My First AI: Black Jack Machine Learning

December 22, 2022 3 minutes

      I wrote my first artificial intelligence program in Java. The computer scientists reading this most likely sighed and for all you non-computer scientists out there let me explain why.

      Imagine trying to make modern dance music with a piano. A piano’s great but not for modern dance music. This is what using Java for AI is like. It’s possible but the result is not pretty, but Java was all I knew.

      That all being said, my first AI program wasn’t bad. I wrote it way back in my sophomore year of high school, late 2017, but I still remember the ins and outs of it. It was a machine-learning algorithm that would learn to play blackjack.

      First I had to code the game itself. To do this I created arrays for the deck, the hands of my machine and the dealer. Then I created the basic game of blackjack where the player and dealer are dealt two cards and the player decides to hit or stay, and the winner is the one closest to 21 without going over.
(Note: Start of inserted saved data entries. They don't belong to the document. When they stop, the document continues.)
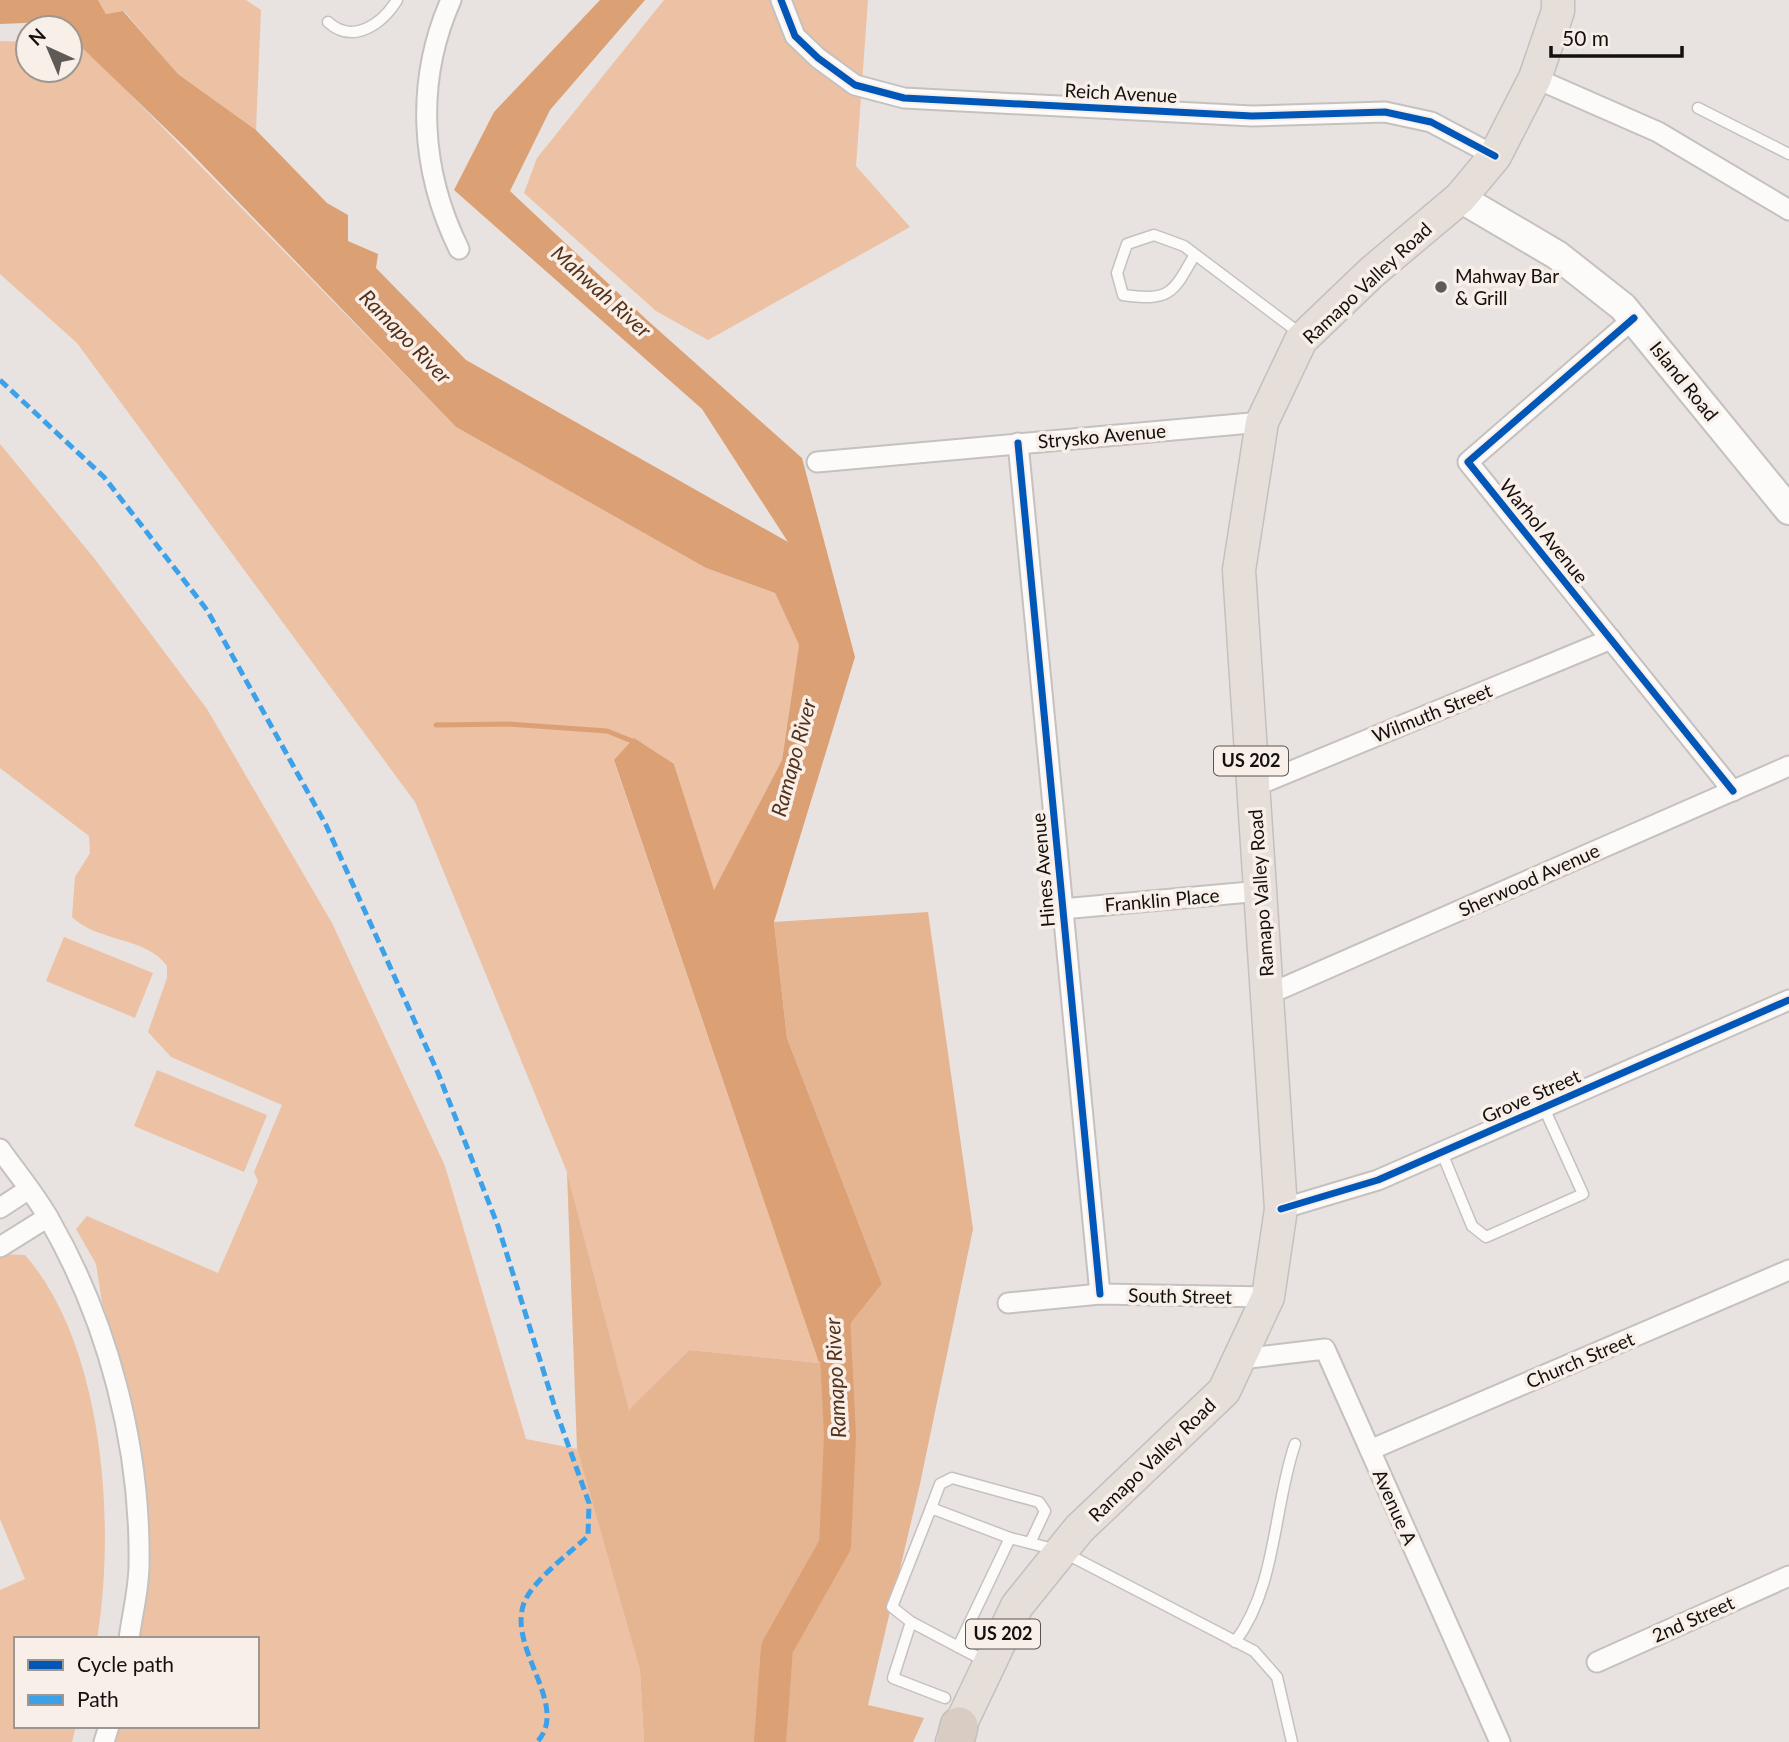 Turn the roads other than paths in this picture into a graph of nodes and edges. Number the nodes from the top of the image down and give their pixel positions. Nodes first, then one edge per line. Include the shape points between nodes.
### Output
1 (397, 0) edge
2 (451, 0) edge
3 (781, 0) edge
4 (1558, 0) edge
5 (328, 22) dead end
6 (1535, 78) junction
7 (1698, 108) dead end
8 (1789, 154) edge
9 (1494, 156) junction
10 (1460, 198) junction
11 (1789, 210) edge
12 (459, 249) dead end
13 (1194, 256) junction
14 (1633, 318) junction
15 (1304, 337) junction
16 (1262, 422) junction
17 (1018, 443) junction
18 (817, 462) dead end
19 (1789, 510) edge
20 (1611, 639) junction
21 (1789, 766) edge
22 (1253, 787) junction
23 (1734, 791) junction
24 (1261, 891) junction
25 (1062, 909) junction
26 (1269, 994) junction
27 (1789, 1000) edge
28 (1544, 1108) junction
29 (0, 1149) edge
30 (1442, 1153) junction
31 (29, 1189) junction
32 (0, 1208) edge
33 (1281, 1209) junction
34 (48, 1217) junction
35 (0, 1247) edge
36 (1789, 1270) edge
37 (1100, 1294) junction
38 (1268, 1297) junction
39 (1008, 1303) dead end
40 (1241, 1359) junction
41 (1295, 1444) dead end
42 (1370, 1450) junction
43 (931, 1508) junction
44 (1010, 1538) junction
45 (1030, 1543) junction
46 (1061, 1551) junction
47 (1789, 1576) edge
48 (911, 1622) junction
49 (129, 1637) edge
50 (1235, 1642) junction
51 (958, 1647) junction
52 (989, 1662) junction
53 (1597, 1662) dead end
54 (953, 1727) edge
55 (1292, 1742) edge
56 (1500, 1742) edge

1 - 5 lane via 382,19 356,33 336,29
2 - 12 street via 433,54 426,96 429,162
3 - 9 street, Reich Avenue via 794,36 818,58 855,85 904,98 1252,116 1385,112 1432,122
4 - 6 main road, Ramapo Valley Road / US 202
6 - 9 main road, Ramapo Valley Road / US 202
6 - 11 street via 1658,132
7 - 8 lane
9 - 10 main road, Ramapo Valley Road / US 202
10 - 14 main road, Island Road via 1557,255
10 - 15 main road, Ramapo Valley Road / US 202
13 - 13 lane via 1184,246 1154,235 1127,244 1117,273 1123,295 1155,299 1177,286
13 - 15 lane
14 - 19 main road, Island Road
14 - 20 street, Warhol Avenue via 1468,462
15 - 16 main road, Ramapo Valley Road / US 202
16 - 17 street, Strysko Avenue
16 - 22 main road, Ramapo Valley Road / US 202 via 1239,570
17 - 18 street, Strysko Avenue
17 - 25 street, Hines Avenue
20 - 22 street, Wilmuth Street
20 - 23 street, Warhol Avenue
21 - 23 street, Sherwood Avenue
22 - 24 main road, Ramapo Valley Road / US 202
23 - 26 street, Sherwood Avenue
24 - 25 street, Franklin Place
24 - 26 main road, Ramapo Valley Road / US 202
25 - 37 street, Hines Avenue
26 - 33 main road, Ramapo Valley Road / US 202
27 - 28 street, Grove Street
28 - 30 street, Grove Street
28 - 30 lane via 1583,1194 1486,1237 1472,1226
29 - 31 street
30 - 33 street, Grove Street via 1378,1180
31 - 32 street
31 - 34 street
33 - 38 main road, Ramapo Valley Road / US 202
34 - 35 street
34 - 49 street via 79,1276 123,1415 136,1488 139,1567
36 - 42 street, Church Street
37 - 38 street, South Street
37 - 39 street, South Street
38 - 40 main road, Ramapo Valley Road / US 202
40 - 42 street, Avenue A via 1325,1349
40 - 46 main road, Ramapo Valley Road / US 202 via 1224,1391
41 - 50 lane via 1275,1540 1246,1627
42 - 56 street, Avenue A
43 - 44 lane
43 - 45 lane via 940,1484 951,1478 1039,1502 1045,1511
43 - 48 lane via 892,1600 895,1612
44 - 45 lane
44 - 51 lane
45 - 46 lane
46 - 50 lane
46 - 52 main road, Ramapo Valley Road / US 202 via 1017,1606
47 - 53 street, 2nd Street
48 - 51 lane
48 - 54 lane via 892,1678
50 - 55 lane via 1254,1651 1278,1677
51 - 52 lane
52 - 54 main road, Ramapo Valley Road / US 202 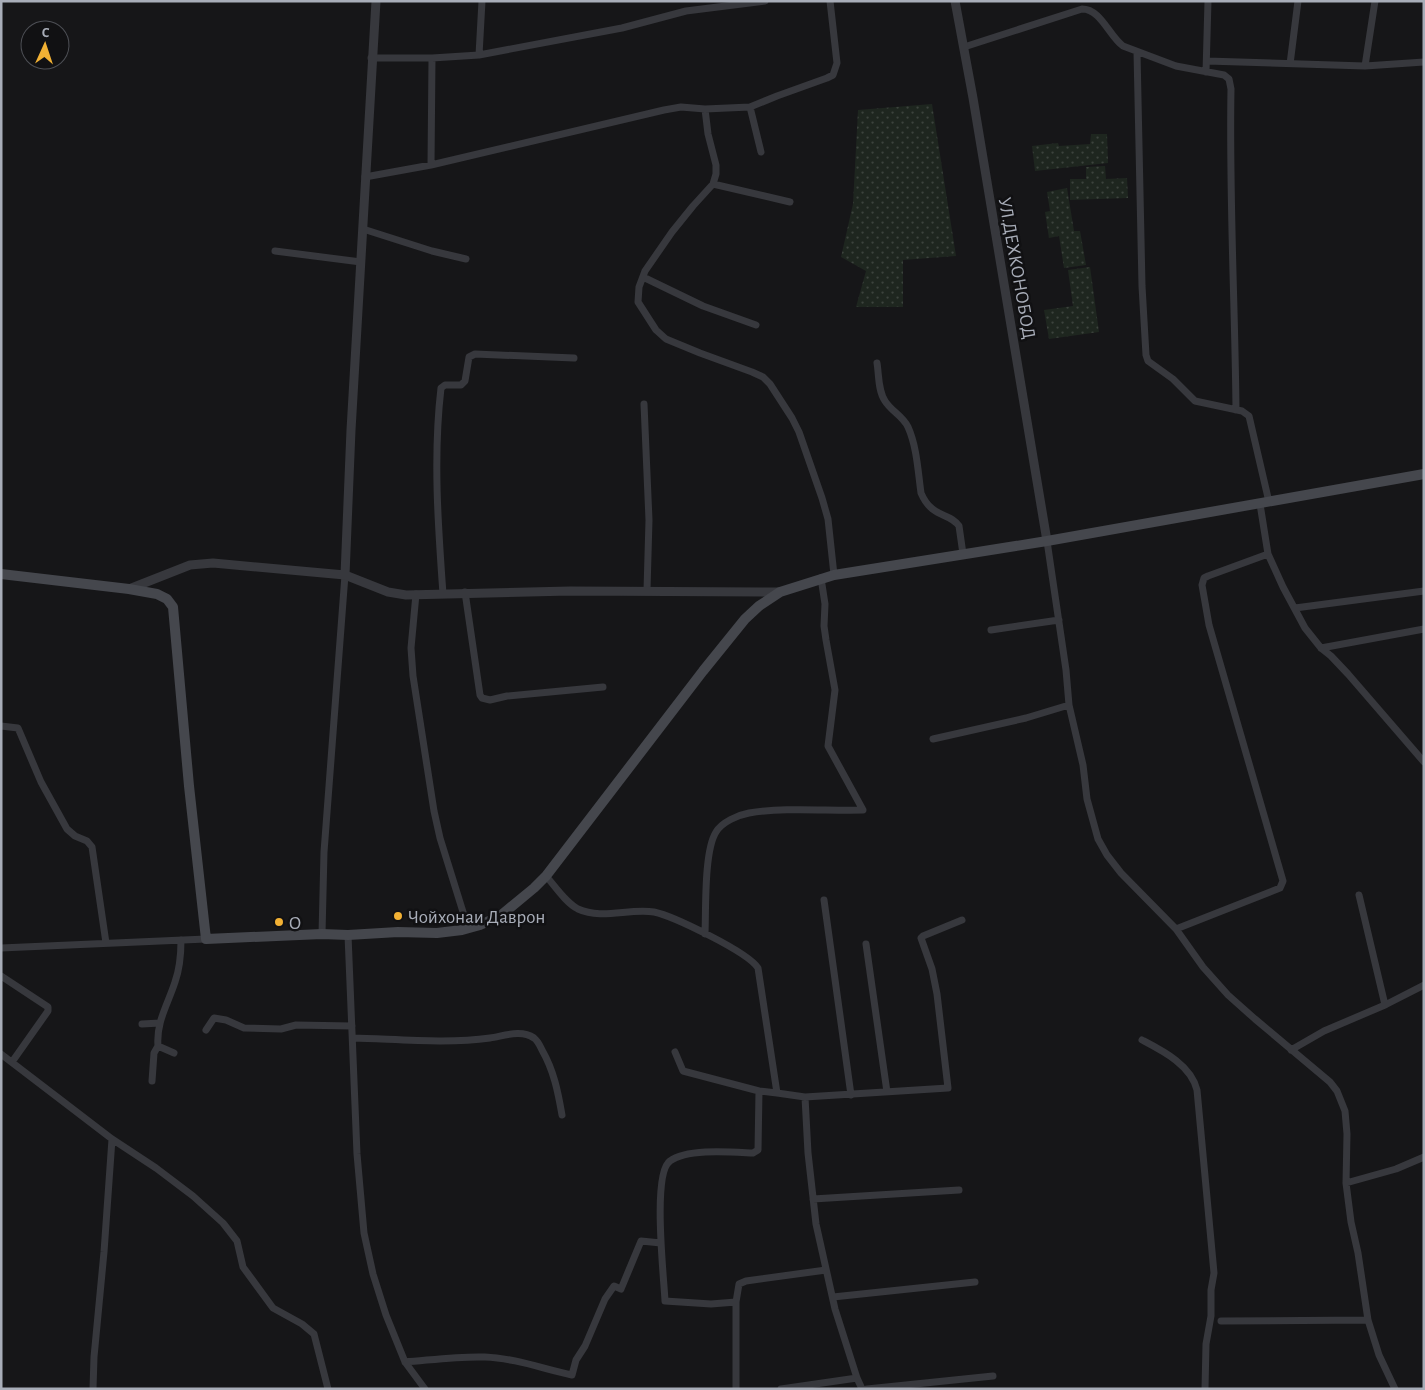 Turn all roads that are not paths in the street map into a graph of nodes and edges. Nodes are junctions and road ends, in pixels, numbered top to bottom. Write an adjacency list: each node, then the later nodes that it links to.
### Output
1 (376, 1): 12 (street)
2 (482, 1): 11 (street)
3 (765, 1): 11 (street)
4 (830, 1): 19 (street)
5 (955, 1): 9 (street, УЛ.ДЕХКОНОБОД)
6 (1208, 1): 14 (street)
7 (1298, 1): 16 (street)
8 (1375, 1): 17 (street)
9 (964, 47): 10 (street); 38 (street, УЛ.ДЕХКОНОБОД)
10 (1137, 52): 18 (street); 35 (street)
11 (479, 54): 13 (street)
12 (371, 58): 13 (street); 23 (street)
13 (432, 58): 22 (street)
14 (1206, 61): 16 (street); 18 (street)
15 (1424, 62): 17 (street)
16 (1290, 64): 17 (street)
17 (1365, 66)
18 (1206, 72): 35 (street)
19 (750, 107): 20 (street); 21 (street)
20 (705, 109): 22 (street); 24 (street)
21 (761, 152)
22 (431, 165): 23 (street)
23 (365, 177): 26 (street)
24 (713, 184): 25 (street); 30 (street)
25 (790, 202)
26 (363, 229): 28 (street); 29 (street)
27 (275, 250): 29 (street)
28 (466, 259)
29 (361, 262): 43 (street)
30 (643, 277): 31 (street); 42 (street)
31 (756, 325)
32 (574, 358): 51 (street)
33 (877, 363): 39 (street)
34 (644, 404): 46 (street)
35 (1236, 410): 37 (street)
36 (1424, 474): 37 (main road)
37 (1264, 503): 38 (main road); 40 (street)
38 (1047, 541): 39 (main road); 53 (street)
39 (963, 554): 42 (main road)
40 (1268, 554): 52 (street); 68 (street)
41 (1, 574): 45 (main road)
42 (834, 575): 44 (main road)
43 (344, 576): 45 (street); 50 (street); 69 (street)
44 (822, 578): 49 (main road); 70 (street)
45 (129, 589): 72 (main road)
46 (647, 590): 48 (street); 49 (street)
47 (1424, 591): 52 (street)
48 (465, 592): 51 (street); 58 (street)
49 (780, 592): 63 (main road)
50 (416, 594): 51 (street); 67 (street)
51 (443, 594)
52 (1295, 608): 57 (street)
53 (1059, 620): 55 (street); 59 (street)
54 (1423, 629): 56 (street); 57 (street)
55 (991, 630)
56 (1424, 637)
57 (1321, 648): 62 (street)
58 (603, 687)
59 (1069, 705): 61 (street); 68 (street)
60 (1, 726): 74 (street)
61 (933, 739)
62 (1424, 762)
63 (546, 876): 67 (main road); 70 (street)
64 (1359, 895): 79 (street)
65 (824, 900): 96 (street)
66 (962, 920): 94 (street)
67 (468, 928): 71 (main road)
68 (1176, 929): 87 (street)
69 (322, 934): 71 (main road); 72 (main road)
70 (705, 934): 95 (street)
71 (348, 936): 82 (street)
72 (206, 939): 73 (street)
73 (181, 940): 74 (street); 80 (street)
74 (106, 944): 76 (street)
75 (866, 944): 94 (street)
76 (1, 948)
77 (1, 976): 91 (street)
78 (1424, 985): 79 (street)
79 (1385, 1005): 87 (street)
80 (160, 1023): 81 (street); 86 (street)
81 (142, 1024)
82 (352, 1026): 83 (street); 84 (street)
83 (206, 1030)
84 (352, 1038): 98 (street); 111 (street)
85 (1142, 1040): 121 (street)
86 (158, 1046): 89 (street); 92 (street)
87 (1291, 1050): 101 (street)
88 (675, 1052): 93 (street)
89 (174, 1053)
90 (1, 1054): 91 (street)
91 (12, 1062): 99 (street)
92 (152, 1081)
93 (760, 1091): 95 (street); 104 (street)
94 (887, 1092): 96 (street)
95 (777, 1093): 97 (street)
96 (851, 1095): 97 (street)
97 (805, 1097): 103 (street)
98 (562, 1116)
99 (112, 1140): 114 (street); 115 (street)
100 (1424, 1157): 101 (street)
101 (1346, 1183): 109 (street)
102 (959, 1190): 103 (street)
103 (813, 1199): 105 (street)
104 (661, 1243): 108 (street); 111 (street)
105 (826, 1270): 107 (street); 108 (street)
106 (975, 1282): 107 (street)
107 (833, 1297): 113 (street)
108 (736, 1302): 117 (street)
109 (1368, 1320): 110 (street); 122 (street)
110 (1221, 1321)
111 (405, 1362): 116 (street)
112 (993, 1376): 120 (street)
113 (857, 1378): 118 (street); 119 (street)
114 (93, 1389)
115 (328, 1389)
116 (425, 1389)
117 (736, 1389)
118 (781, 1389)
119 (862, 1389)
120 (867, 1389)
121 (1205, 1389)
122 (1395, 1389) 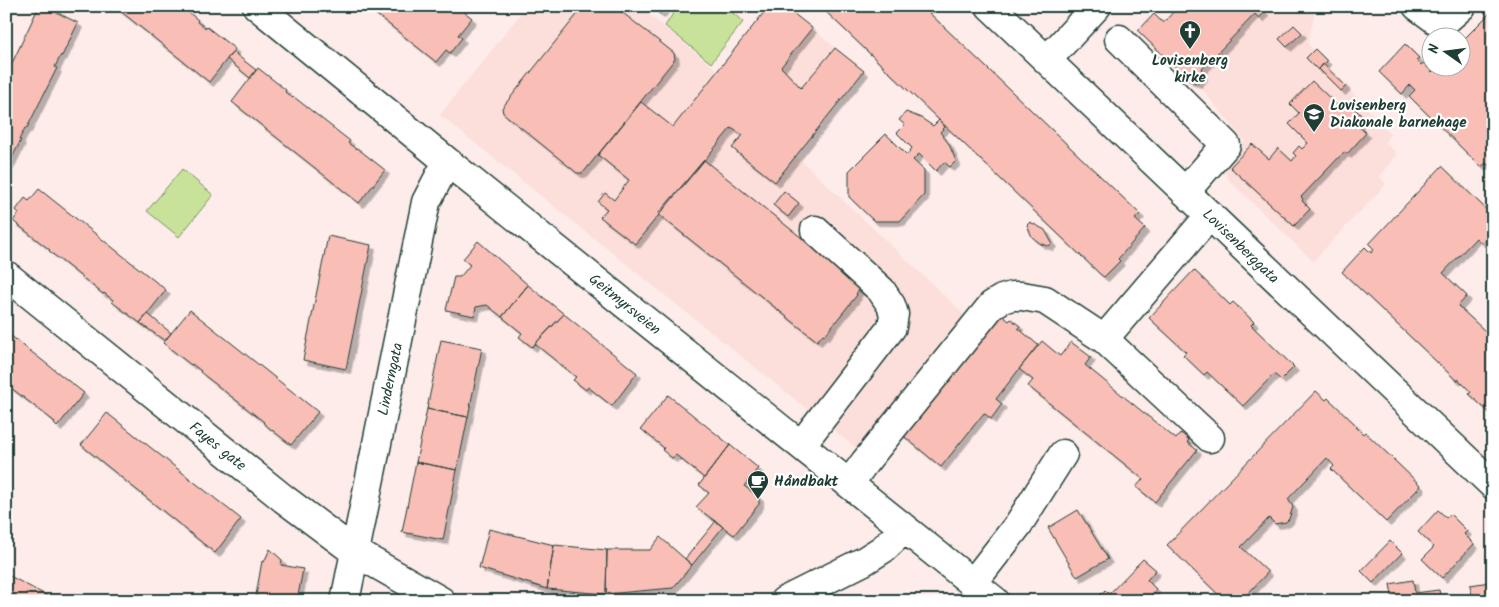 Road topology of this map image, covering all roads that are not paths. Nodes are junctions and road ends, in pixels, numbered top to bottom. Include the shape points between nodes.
1 (257, 6) edge
2 (990, 6) edge
3 (1097, 6) edge
4 (1418, 6) edge
5 (1462, 6) edge
6 (1119, 39) dead end
7 (1047, 60) junction
8 (450, 164) junction
9 (1185, 192) junction
10 (1210, 215) junction
11 (815, 230) dead end
12 (6, 275) edge
13 (1104, 339) junction
14 (1210, 438) dead end
15 (801, 445) junction
16 (1062, 454) dead end
17 (849, 484) junction
18 (1493, 485) edge
19 (905, 528) junction
20 (355, 552) junction
21 (973, 583) junction
22 (345, 601) edge
23 (441, 601) edge
24 (784, 601) edge
25 (994, 601) edge

1 - 8 street, Geitmyrsveien
2 - 7 street, Lovisenberggata
3 - 7 street
4 - 5 street via 1436,20 1446,20
6 - 9 street via 1226,145
7 - 9 street, Lovisenberggata
8 - 15 street, Geitmyrsveien
8 - 20 street, Linderngata via 440,175 426,202
9 - 10 street, Lovisenberggata
10 - 13 street
10 - 18 street, Lovisenberggata
11 - 15 street via 881,290 891,305 894,320 892,327
12 - 20 street, Fayes gate via 284,499
13 - 14 street
13 - 17 street via 1045,300 1022,296 1002,299 992,305
15 - 17 street, Geitmyrsveien
16 - 21 street via 1018,525
17 - 19 street, Geitmyrsveien
19 - 21 street, Geitmyrsveien
19 - 24 street via 864,561
20 - 22 street, Linderngata
20 - 23 street, Fayes gate
21 - 25 street, Geitmyrsveien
      A few side notes and limitations. First, I chose to play house wins on the tie. Second, the player, my machine, can’t see the dealer’s cards. This aspect is unrealistic but simplifies the game to make it much easier to “teach” the computer.

      Moving to the learning aspect of the program. The machine learning in this program revolved around one decision一hit or stay. Machine learning is, in essence, using data to decide what decision is best given the circumstances: this is the learning that machines do, basically, the machine just creates a function from a lot of experience.

      How would the computer do this though? There are many ways of teaching a computer; however, I settled on reinforcement learning. Reinforcement learning is very similar to how a dog is trained. If the dog does something good, let’s say they sit when told, they get a treat. The treat reinforces good behavior and the dog is now more likely to sit when told.

      So, the computer starts “untrained” and at every possible number of points (four to twenty, because the computer is dealt two cards that at least could be two twos and because a twenty one would result in a win) the computer has a fifty-fifty chance of hitting or not.

      With every game played the computer tweaks the odds based on if they won or not. If the computer won it would want to repeat what it did so it would increase the chances of hitting where it hit: the opposite happens for when it loses.

      So after one million games what has the computer learned? On average, the computer won 113% more games at the end than the beginning. Could you do better just by creating an algorithm using statistics of winning? Of course, but that is not as fun as seeing how a computer reacts to a machine learning algorithm.

      The computer learned to always hit on 11 and never on 20 which makes sense, but on earlier numbers the hitting percentage actually decreases. This is most likely due to how the algorithm is written. If the computer gets 4 on the draw then at the end busts it will decrease hitting on 4.

      If I were to rewrite this algorithm I would build in a way to get around this; however, there is no simple way to do so. Perhaps the older the hit the less it is tweaked, but this also introduces other problems.

      In conclusion, this algorithm was very fun to write and interesting to see what the computer learned.